RECORDED INFORMATION -
◇ ◇ ◇ ◇ ◇ ◇ ◇

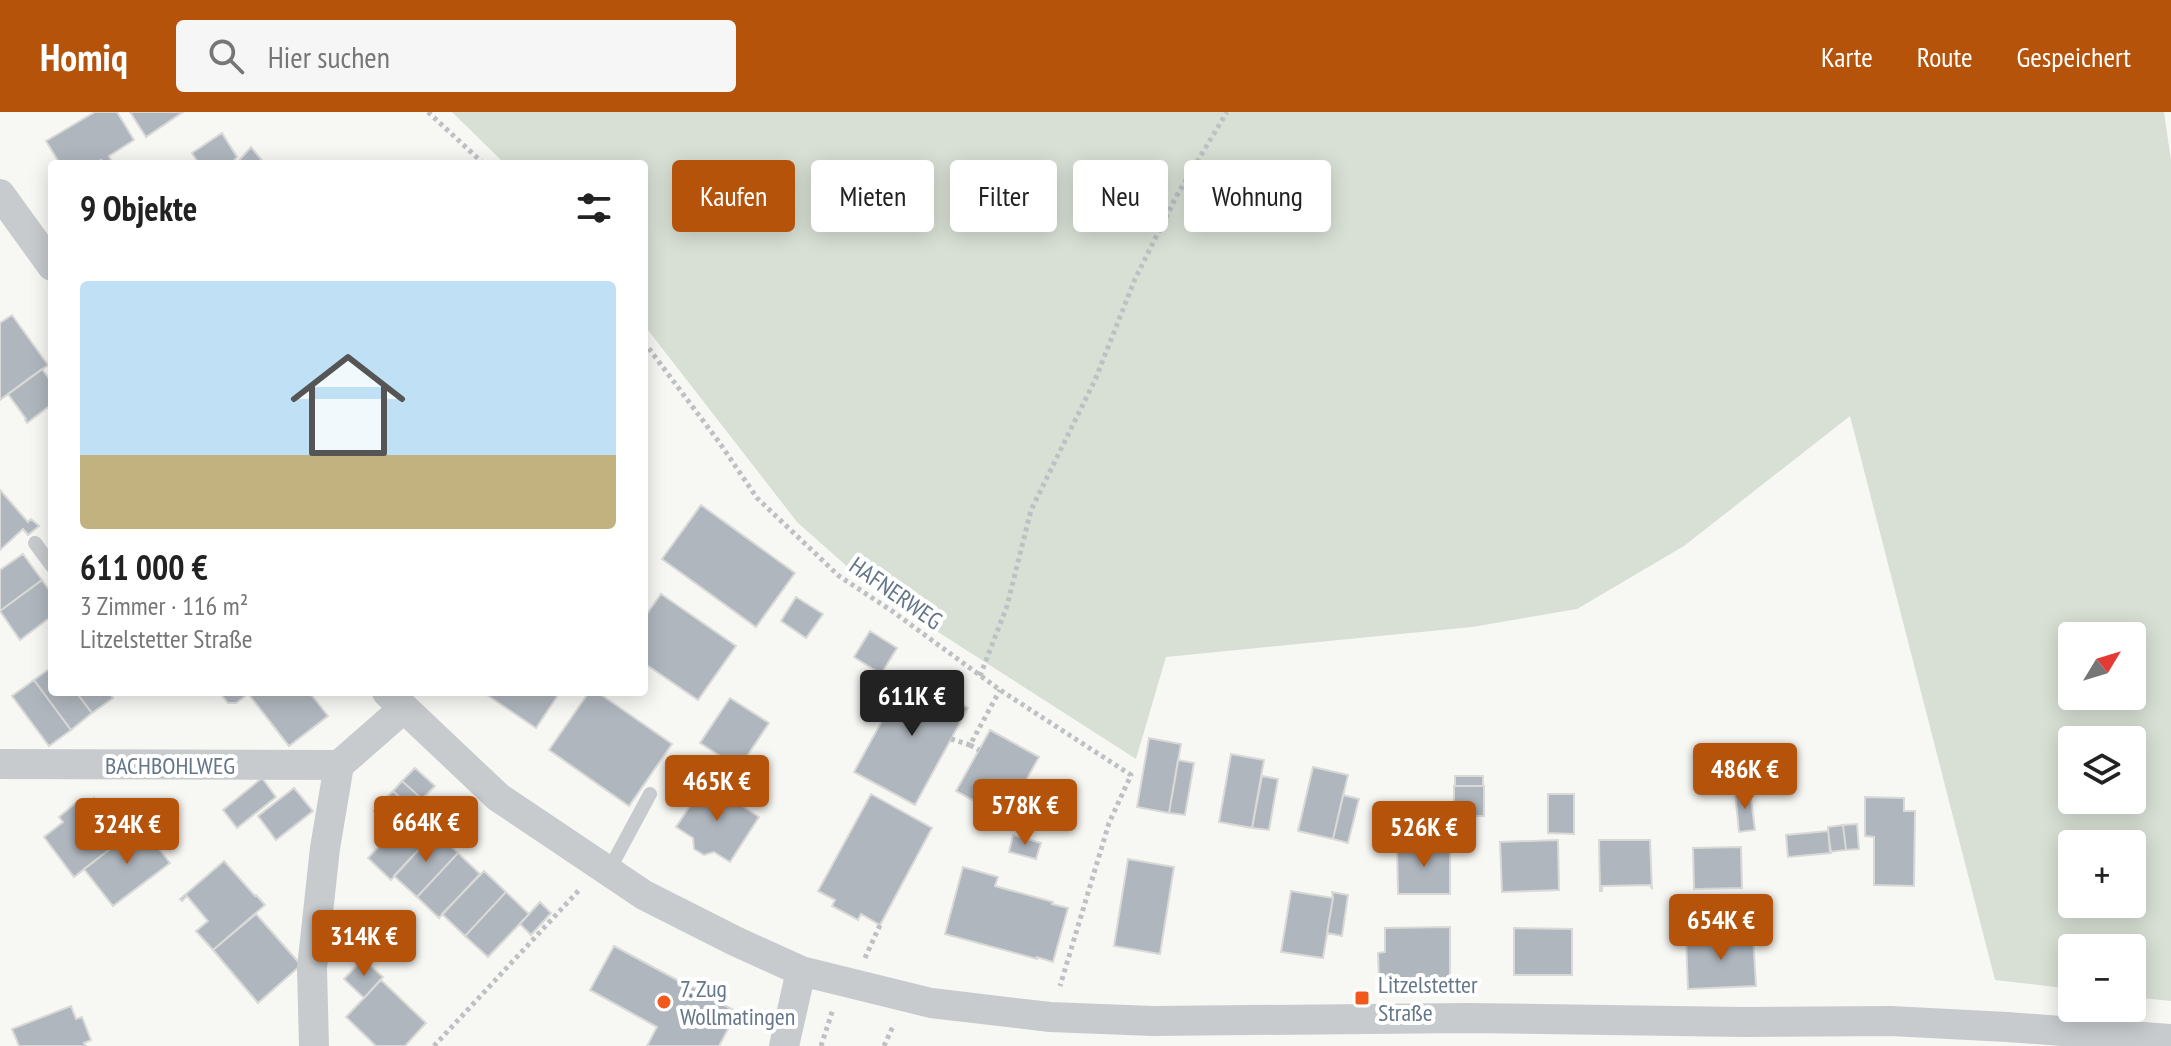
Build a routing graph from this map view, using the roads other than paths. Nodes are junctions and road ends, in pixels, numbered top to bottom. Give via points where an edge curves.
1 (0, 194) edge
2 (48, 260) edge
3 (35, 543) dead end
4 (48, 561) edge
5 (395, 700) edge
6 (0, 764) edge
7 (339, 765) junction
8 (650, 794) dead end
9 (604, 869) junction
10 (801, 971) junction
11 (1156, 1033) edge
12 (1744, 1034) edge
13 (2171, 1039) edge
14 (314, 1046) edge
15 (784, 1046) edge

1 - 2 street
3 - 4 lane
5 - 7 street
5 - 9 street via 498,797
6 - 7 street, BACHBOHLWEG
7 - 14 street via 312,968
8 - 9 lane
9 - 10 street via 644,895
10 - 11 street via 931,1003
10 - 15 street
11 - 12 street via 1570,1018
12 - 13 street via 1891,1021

◇ ◇ ◇ ◇ ◇ ◇ ◇

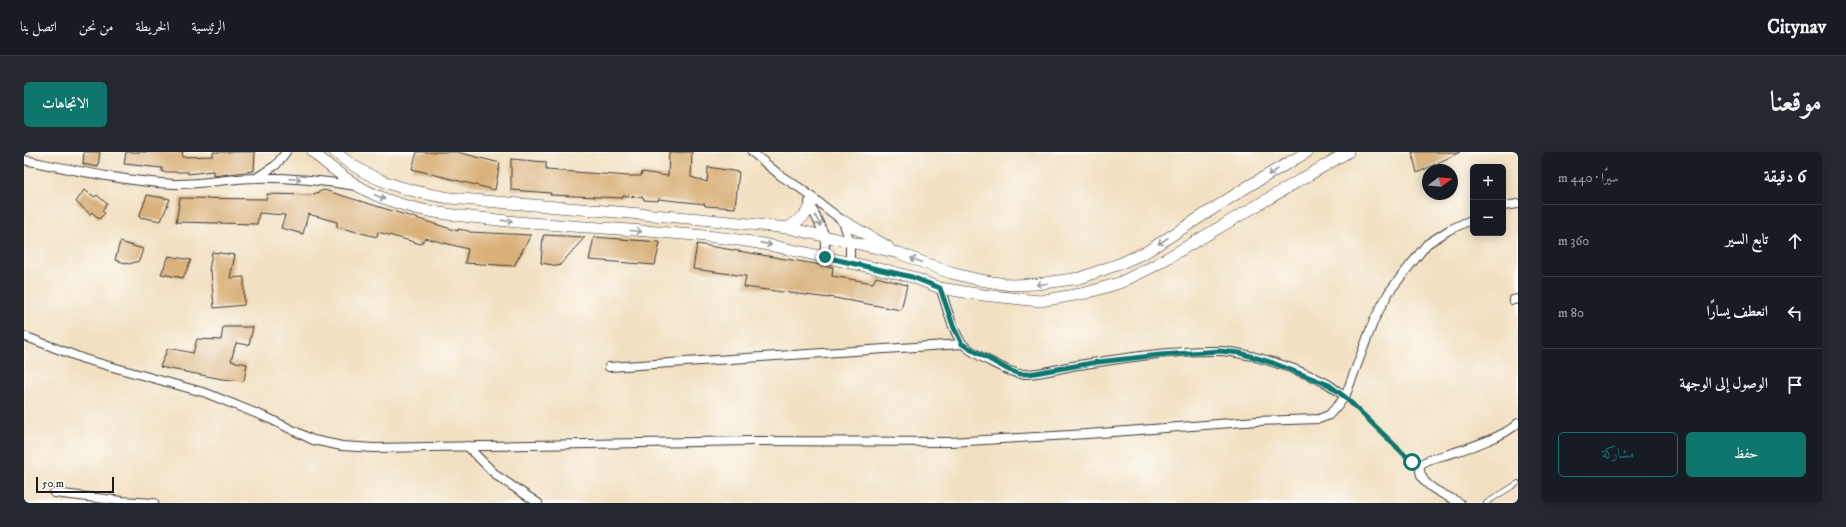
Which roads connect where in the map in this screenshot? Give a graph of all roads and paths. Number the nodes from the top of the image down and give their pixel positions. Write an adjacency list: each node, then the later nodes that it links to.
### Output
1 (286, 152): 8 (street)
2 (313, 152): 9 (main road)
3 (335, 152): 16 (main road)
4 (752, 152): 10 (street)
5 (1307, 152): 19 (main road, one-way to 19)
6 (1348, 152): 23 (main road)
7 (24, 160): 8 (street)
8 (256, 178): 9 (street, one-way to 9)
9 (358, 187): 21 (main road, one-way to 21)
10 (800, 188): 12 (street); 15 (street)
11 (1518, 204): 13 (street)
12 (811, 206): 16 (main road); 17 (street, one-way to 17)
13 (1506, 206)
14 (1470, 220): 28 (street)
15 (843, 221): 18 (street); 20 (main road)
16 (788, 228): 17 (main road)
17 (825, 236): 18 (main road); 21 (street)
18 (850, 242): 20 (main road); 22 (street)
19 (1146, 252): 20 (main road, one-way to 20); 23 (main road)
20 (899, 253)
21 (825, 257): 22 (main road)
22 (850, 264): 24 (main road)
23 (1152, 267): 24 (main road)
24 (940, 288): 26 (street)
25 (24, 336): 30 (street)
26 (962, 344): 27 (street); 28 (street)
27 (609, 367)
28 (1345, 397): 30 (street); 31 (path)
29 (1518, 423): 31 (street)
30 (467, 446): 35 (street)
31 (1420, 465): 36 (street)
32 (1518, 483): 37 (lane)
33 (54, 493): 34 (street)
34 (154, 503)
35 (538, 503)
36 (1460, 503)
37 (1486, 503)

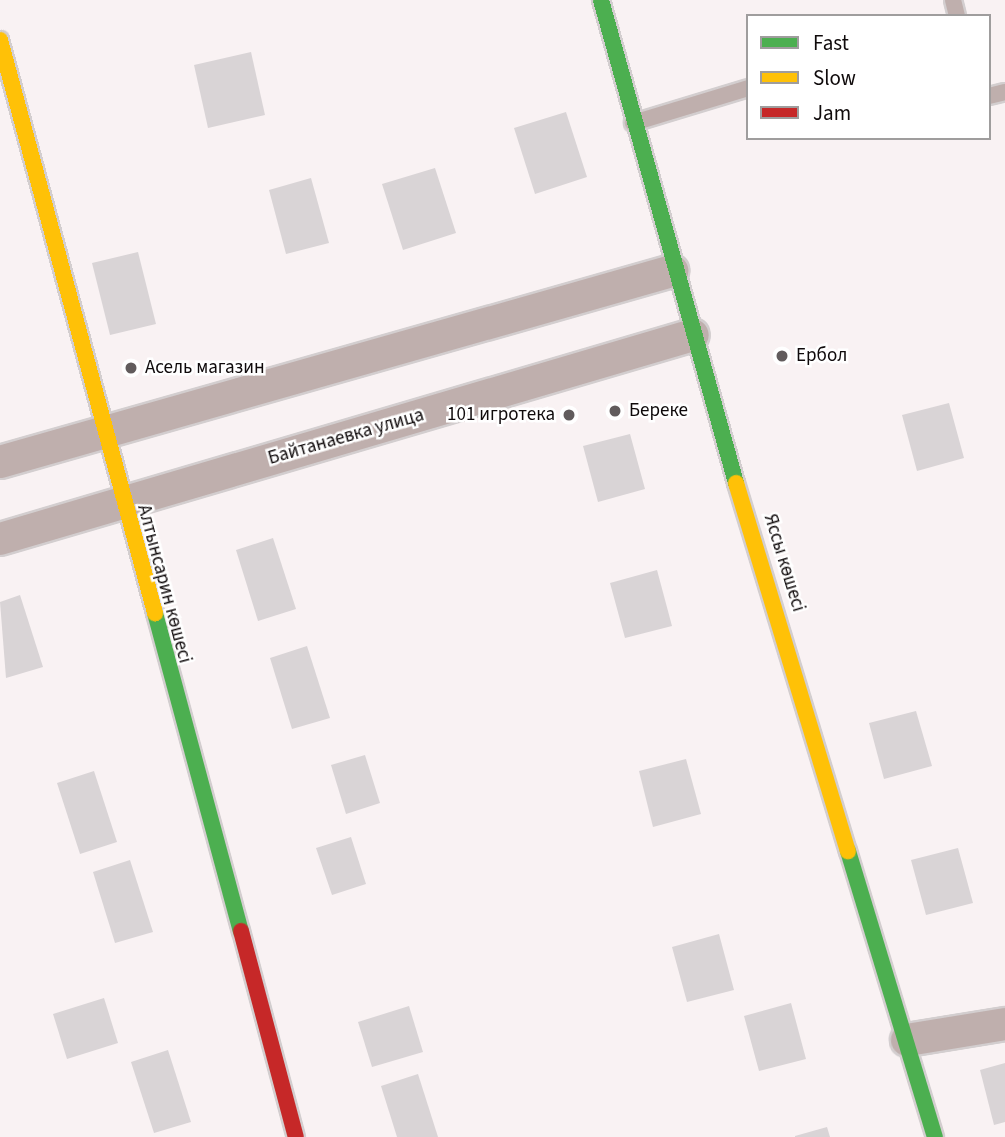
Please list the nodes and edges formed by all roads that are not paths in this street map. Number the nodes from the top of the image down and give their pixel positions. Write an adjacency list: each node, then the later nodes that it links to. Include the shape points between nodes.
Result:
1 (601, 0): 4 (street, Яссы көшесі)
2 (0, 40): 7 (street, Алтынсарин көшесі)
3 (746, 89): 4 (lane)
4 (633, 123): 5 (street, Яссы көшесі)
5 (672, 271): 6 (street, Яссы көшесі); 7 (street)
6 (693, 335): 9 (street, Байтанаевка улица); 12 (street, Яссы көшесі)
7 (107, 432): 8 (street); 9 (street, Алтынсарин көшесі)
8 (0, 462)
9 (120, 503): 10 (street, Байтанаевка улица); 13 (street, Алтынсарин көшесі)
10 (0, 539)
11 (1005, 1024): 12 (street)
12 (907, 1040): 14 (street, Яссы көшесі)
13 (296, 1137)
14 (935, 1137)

◇ ◇ ◇ ◇ ◇ ◇ ◇

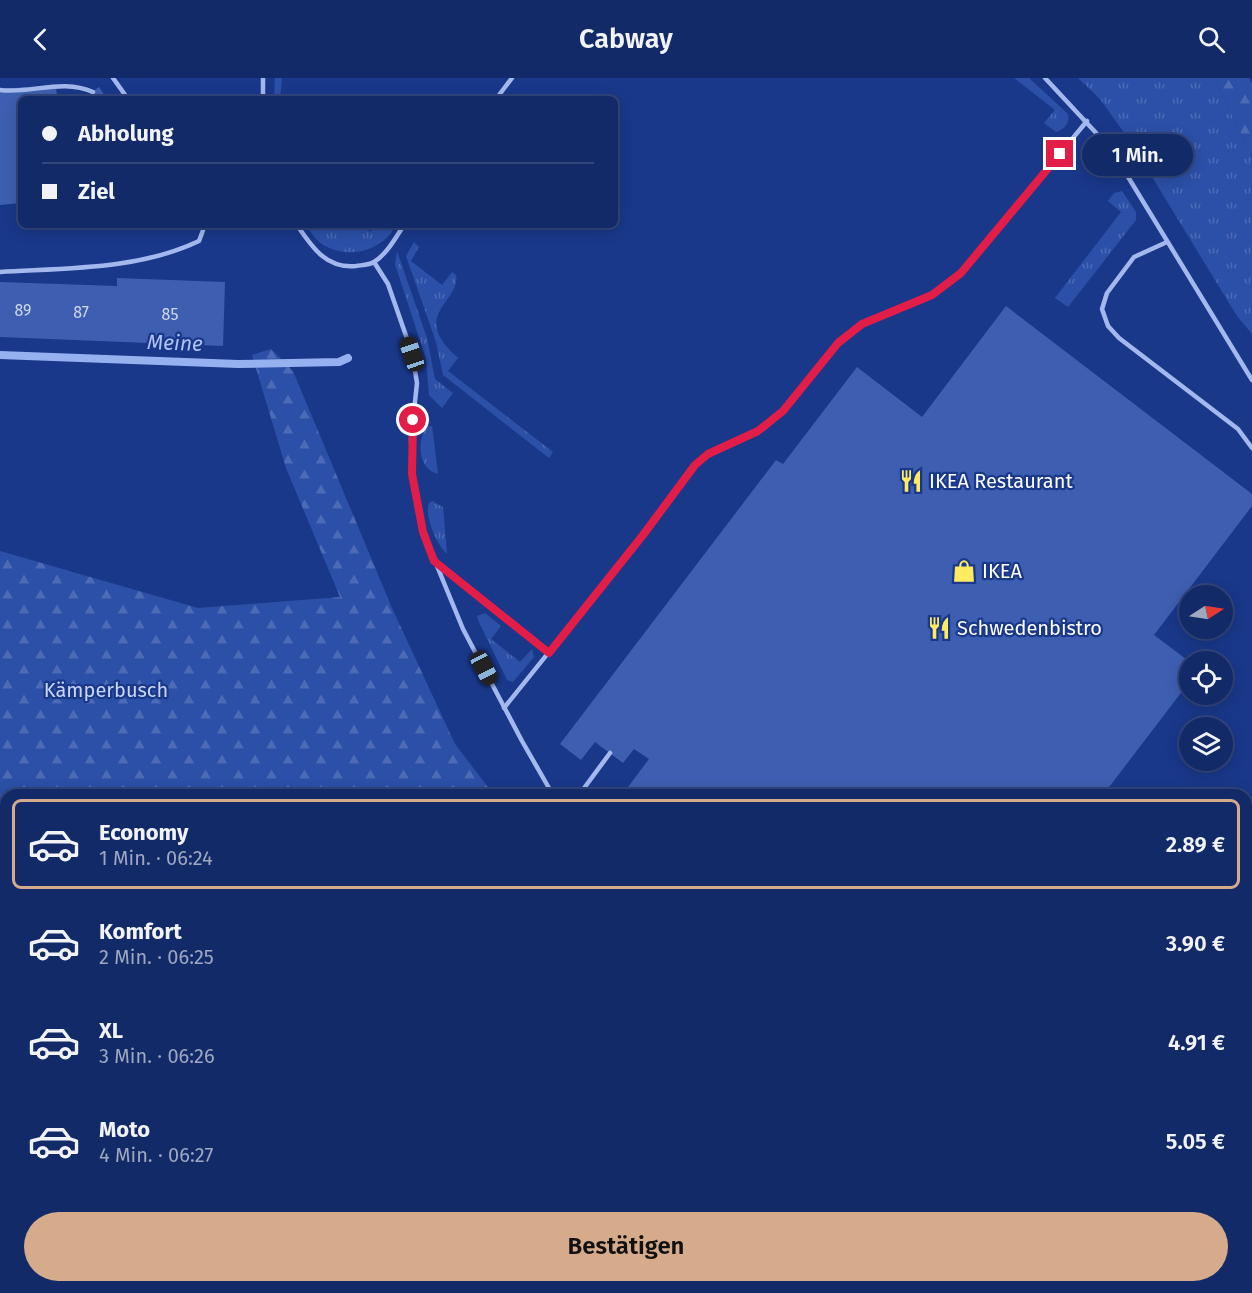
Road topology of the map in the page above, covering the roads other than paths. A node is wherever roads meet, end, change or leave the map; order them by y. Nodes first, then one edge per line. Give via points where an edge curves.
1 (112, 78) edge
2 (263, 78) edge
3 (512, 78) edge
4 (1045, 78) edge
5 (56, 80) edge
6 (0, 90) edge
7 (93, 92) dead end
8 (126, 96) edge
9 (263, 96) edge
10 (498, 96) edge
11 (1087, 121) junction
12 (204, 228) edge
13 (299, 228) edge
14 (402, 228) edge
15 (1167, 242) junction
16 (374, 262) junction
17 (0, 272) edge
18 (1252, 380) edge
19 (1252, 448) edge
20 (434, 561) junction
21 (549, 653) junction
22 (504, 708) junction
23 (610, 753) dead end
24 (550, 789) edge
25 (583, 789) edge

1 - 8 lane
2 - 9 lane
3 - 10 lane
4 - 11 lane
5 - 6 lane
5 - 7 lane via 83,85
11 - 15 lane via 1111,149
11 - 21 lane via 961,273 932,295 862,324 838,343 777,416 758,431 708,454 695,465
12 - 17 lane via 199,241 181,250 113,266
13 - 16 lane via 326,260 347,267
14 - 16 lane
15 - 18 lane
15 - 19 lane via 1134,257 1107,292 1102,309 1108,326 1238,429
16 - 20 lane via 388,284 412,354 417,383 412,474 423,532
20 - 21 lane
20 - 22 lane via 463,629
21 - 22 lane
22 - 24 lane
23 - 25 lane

◇ ◇ ◇ ◇ ◇ ◇ ◇

ASSIGNMENT - Check each line above for "list" and state how many match, answering with only the number.

EXERCISE RESPONSE - 2